[Assignment]: Every line of the listing that contains the word "Adie" is to be copied out.

[Records supplied]:
▽

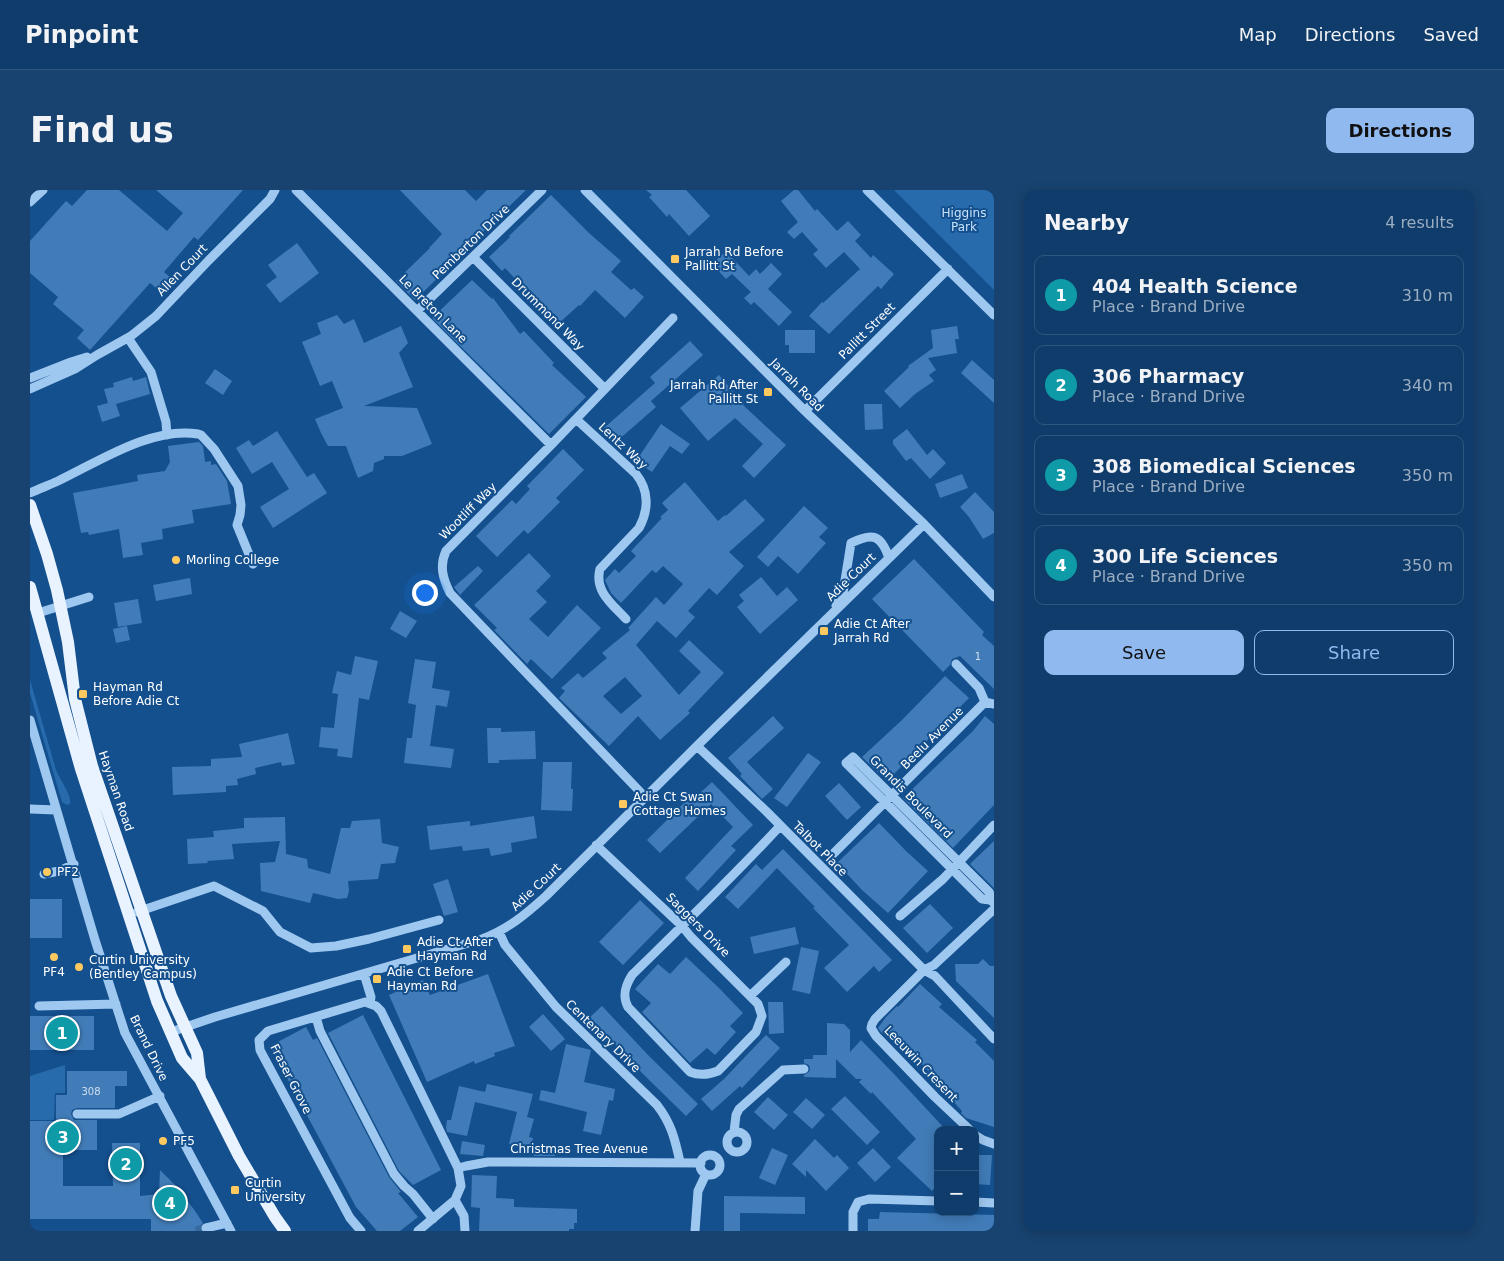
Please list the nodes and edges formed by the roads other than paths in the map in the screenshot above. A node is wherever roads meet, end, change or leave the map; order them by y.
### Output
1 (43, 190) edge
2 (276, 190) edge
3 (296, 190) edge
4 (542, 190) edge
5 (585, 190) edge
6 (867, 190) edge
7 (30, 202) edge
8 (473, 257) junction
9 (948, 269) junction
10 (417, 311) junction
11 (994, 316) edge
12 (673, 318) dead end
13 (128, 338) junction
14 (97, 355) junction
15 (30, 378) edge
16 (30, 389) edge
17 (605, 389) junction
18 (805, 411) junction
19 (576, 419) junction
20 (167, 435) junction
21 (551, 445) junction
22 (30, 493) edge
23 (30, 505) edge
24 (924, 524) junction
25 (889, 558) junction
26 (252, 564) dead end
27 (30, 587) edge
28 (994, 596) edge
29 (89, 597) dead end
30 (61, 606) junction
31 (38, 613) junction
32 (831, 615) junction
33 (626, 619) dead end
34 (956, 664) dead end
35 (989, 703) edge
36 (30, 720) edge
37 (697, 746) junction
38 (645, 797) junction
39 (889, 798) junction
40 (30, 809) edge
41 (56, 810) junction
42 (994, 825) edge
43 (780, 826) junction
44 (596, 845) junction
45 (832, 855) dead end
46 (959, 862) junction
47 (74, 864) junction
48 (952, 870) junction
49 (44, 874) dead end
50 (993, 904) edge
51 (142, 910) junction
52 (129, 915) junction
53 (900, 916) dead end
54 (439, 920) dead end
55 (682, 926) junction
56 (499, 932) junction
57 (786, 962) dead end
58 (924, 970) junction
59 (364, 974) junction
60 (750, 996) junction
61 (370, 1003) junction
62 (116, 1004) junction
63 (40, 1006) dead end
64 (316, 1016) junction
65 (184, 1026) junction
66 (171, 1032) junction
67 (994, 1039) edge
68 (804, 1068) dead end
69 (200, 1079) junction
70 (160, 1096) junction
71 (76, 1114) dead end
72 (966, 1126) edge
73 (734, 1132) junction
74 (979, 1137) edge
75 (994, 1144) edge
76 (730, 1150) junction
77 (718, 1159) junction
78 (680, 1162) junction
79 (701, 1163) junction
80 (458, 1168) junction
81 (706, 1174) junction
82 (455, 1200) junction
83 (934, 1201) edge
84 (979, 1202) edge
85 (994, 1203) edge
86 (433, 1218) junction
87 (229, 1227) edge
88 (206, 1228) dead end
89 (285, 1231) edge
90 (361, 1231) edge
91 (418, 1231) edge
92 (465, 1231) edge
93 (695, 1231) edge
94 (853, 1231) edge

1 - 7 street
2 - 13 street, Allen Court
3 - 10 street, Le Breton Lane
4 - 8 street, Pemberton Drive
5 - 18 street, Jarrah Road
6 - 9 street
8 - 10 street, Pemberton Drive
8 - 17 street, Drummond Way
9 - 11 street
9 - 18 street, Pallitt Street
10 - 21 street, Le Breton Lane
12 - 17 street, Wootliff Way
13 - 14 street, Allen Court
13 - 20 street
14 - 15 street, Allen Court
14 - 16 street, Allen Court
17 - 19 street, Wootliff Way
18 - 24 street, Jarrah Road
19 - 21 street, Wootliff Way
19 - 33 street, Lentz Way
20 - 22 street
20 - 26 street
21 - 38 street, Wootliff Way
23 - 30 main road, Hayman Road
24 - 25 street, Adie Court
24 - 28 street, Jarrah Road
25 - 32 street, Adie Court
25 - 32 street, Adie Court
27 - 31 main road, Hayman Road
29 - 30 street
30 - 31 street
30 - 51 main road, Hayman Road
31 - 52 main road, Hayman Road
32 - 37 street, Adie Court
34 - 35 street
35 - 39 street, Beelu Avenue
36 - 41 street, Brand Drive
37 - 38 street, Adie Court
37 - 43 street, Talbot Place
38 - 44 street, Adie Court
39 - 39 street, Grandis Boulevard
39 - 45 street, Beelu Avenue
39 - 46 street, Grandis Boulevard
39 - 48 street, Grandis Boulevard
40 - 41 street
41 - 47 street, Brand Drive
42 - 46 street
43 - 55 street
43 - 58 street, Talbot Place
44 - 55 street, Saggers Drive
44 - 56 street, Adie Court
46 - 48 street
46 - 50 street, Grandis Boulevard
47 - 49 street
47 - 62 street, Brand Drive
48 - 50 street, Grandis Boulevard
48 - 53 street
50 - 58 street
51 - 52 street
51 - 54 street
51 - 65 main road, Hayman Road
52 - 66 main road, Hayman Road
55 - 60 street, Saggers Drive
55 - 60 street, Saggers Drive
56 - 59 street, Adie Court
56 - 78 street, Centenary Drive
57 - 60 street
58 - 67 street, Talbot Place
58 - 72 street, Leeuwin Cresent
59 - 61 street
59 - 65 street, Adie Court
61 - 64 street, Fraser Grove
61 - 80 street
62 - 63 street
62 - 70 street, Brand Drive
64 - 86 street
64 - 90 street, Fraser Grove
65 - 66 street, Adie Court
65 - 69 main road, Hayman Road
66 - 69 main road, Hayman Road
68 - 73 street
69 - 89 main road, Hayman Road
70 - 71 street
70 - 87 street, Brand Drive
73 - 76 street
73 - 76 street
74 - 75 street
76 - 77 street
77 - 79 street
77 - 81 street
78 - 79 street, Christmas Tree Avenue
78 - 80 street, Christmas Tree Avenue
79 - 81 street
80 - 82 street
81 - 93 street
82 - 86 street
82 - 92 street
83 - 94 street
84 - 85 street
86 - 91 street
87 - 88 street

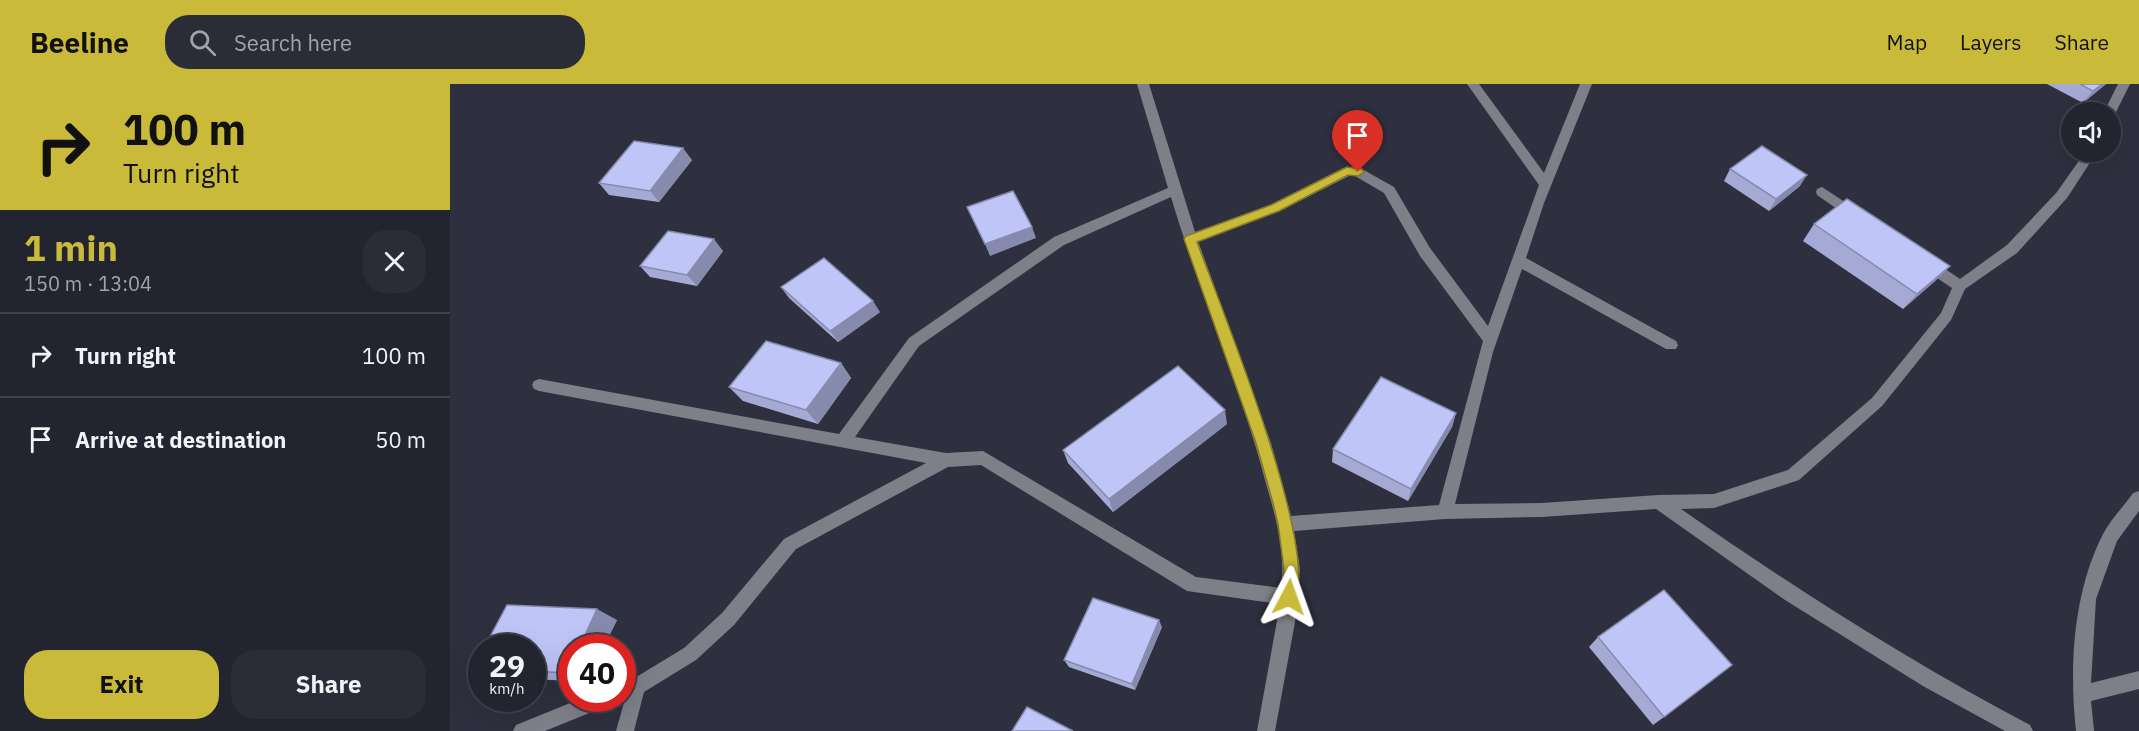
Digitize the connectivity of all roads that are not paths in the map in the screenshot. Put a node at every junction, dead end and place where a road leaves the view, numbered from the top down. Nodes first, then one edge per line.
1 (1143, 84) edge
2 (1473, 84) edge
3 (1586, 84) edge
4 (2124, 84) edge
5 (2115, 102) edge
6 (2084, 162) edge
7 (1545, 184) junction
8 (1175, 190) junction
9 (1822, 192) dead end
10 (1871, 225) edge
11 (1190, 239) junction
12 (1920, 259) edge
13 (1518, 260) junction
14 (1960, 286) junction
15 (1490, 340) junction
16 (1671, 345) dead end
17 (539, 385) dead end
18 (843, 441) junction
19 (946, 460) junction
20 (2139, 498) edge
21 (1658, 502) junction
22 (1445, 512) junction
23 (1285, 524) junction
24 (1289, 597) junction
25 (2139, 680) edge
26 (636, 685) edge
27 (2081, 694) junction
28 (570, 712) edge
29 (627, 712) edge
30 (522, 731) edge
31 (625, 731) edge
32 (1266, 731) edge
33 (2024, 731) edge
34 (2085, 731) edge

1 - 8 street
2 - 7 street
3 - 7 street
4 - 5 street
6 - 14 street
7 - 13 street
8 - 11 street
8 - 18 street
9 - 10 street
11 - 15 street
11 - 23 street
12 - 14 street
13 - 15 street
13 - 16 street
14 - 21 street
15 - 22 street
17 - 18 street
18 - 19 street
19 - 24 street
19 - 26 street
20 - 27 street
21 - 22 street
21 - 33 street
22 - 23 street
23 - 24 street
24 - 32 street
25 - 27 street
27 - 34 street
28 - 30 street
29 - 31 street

△

[Written solution]:
24 - 25 street, Adie Court
25 - 32 street, Adie Court
25 - 32 street, Adie Court
32 - 37 street, Adie Court
37 - 38 street, Adie Court
38 - 44 street, Adie Court
44 - 56 street, Adie Court
56 - 59 street, Adie Court
59 - 65 street, Adie Court
65 - 66 street, Adie Court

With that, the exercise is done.